Condominium enables the subdivision of buildings into multiple private titles. It does so by combining individual titles with an undivided share of common property, a right to participate in governing the property, and an obligation to contribute to its maintenance. The dissolution of condominium breaks apart this package of rights and responsibilities, and results in the termination of the individual titles. Some common law jurisdictions require the unanimous consent of title holders to dissolve condominium, others permit it with a supermajority vote. All jurisdictions allow for non-consensual dissolution, and thus the termination of titles without consent, with a court order. This paper reviews dissolution rules and reform efforts in several common law jurisdictions and then uses the condominium legislation and case law from British Columbia to argue that non-consensual dissolution of condominium, whether by supermajority vote or court order, should be understood as private takings.
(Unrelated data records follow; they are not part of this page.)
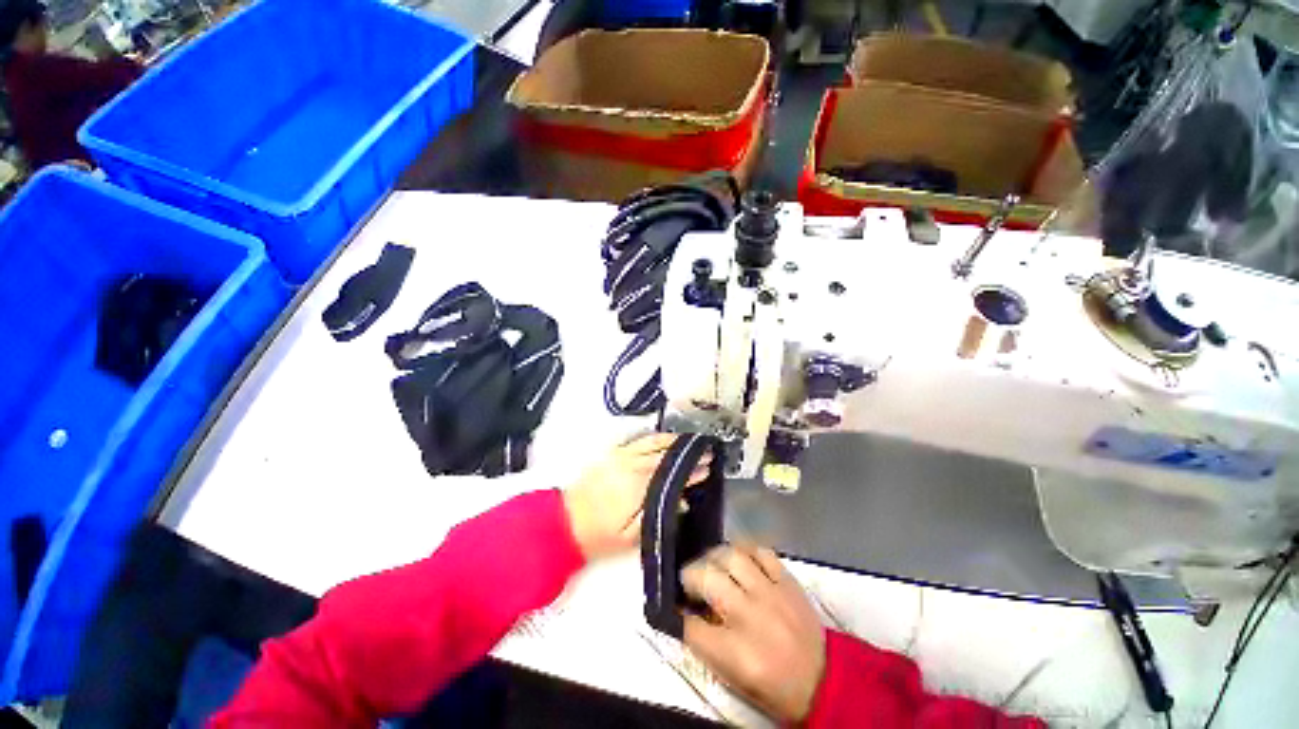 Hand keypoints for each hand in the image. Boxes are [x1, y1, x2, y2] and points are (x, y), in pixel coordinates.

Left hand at [563, 433, 711, 560]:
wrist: (565, 523)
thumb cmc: (600, 535)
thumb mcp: (631, 537)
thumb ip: (658, 516)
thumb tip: (682, 501)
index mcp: (636, 488)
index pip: (670, 476)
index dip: (691, 472)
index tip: (707, 469)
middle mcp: (630, 466)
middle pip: (664, 456)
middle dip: (687, 455)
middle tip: (706, 452)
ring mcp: (620, 456)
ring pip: (653, 444)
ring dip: (674, 442)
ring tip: (691, 442)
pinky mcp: (613, 453)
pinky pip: (638, 440)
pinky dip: (656, 437)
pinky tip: (666, 438)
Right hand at [682, 544, 825, 723]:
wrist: (824, 681)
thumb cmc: (774, 686)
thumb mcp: (734, 678)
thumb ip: (707, 644)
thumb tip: (688, 613)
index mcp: (735, 652)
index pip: (690, 625)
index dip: (679, 615)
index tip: (679, 609)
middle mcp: (749, 616)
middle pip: (706, 578)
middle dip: (690, 577)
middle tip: (690, 582)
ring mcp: (770, 593)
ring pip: (731, 556)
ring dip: (714, 557)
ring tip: (712, 565)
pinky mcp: (787, 580)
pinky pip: (761, 551)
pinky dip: (745, 550)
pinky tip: (740, 558)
However, the purpose of this characterization is not to advocate for a unanimity or a supermajority rule. Instead, this paper uses the takings literature to reveal that the legislative choice between dissolution rules, and the judicial choice between ordering or declining to order the dissolution of condominium, is also a choice between different conceptions of property and of what property is for. Finally, the paper argues that the growing prevalence of condominium as a form of ownership, and its capacity to reflect broader tensions in ownership regimes between individual and community, suggest that the nature of property within condominium is increasingly important in constructing the nature of property in land.